Women entrepreneurs can be especially challenged in raising venture capital for their startups because they lack training, role models and sometimes just don't see themselves being able to succeed. Because of this, Carol coaches Women 2.0 entrepreneurs to tackle this with determination, saying "it is not rocket science, but it is very hard work."
Promoting your company successfully to raise capital is a skill that can be mastered, and unfortunately there is no formal training process for this. Everyone has to learn it from a mentor or advisor, and Carol is candid when she explained "the first time I was scared and intimidated. Luckily, I reached out for help from others with more experience".

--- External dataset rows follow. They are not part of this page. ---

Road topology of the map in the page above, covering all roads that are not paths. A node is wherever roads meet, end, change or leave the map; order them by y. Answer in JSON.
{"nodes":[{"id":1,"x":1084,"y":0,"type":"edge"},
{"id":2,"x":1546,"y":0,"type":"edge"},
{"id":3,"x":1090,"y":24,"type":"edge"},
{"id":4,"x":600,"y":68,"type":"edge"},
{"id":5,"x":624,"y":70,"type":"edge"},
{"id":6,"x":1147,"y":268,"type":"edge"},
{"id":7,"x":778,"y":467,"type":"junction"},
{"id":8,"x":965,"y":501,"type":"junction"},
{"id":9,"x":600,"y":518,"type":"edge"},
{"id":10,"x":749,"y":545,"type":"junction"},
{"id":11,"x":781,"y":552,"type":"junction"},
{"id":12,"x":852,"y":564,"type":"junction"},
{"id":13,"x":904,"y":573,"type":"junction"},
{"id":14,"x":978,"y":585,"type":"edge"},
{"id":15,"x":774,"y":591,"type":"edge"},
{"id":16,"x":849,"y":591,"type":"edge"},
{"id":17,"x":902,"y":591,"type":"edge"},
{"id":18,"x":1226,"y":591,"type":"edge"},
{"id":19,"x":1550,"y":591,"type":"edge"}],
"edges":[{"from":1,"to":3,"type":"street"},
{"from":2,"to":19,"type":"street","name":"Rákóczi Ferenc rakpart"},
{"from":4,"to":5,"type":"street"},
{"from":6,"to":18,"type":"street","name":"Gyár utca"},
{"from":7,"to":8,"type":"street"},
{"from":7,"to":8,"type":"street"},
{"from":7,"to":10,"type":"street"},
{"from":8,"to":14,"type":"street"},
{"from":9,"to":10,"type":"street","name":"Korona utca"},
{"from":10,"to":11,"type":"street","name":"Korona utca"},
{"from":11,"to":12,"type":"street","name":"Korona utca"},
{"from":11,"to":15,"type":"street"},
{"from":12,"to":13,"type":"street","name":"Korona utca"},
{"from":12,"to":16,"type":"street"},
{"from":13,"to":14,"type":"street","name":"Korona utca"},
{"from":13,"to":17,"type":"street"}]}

Over the years she has formulated a rubric for raising money, building on lessons learned to create a more efficient and less risky approach. Here are highlights of her advice for first-time entrepreneurs seeking capital for their ventures:
- Get advisors. Having advisors will expand your network and provide introductions to investors and influencers that you didn't know. Advisors will push back and tell you what parts of your business plan are weak.
- Don't rush into VC meetings. Venture capitalists (VCs) are like bloodhounds ready to sniff out any inconsistencies in your stories, so make sure your pitch, team and plan are well-coordinated.
- Get 10 successful first meetings with VCs. This is your rich pipeline of interested investors.
Check out Carol's presentation below for more tips on raising capital:
For more advice and thoughts on entrepreneurship, follow Carol Realini on Twitter at @carolrealini.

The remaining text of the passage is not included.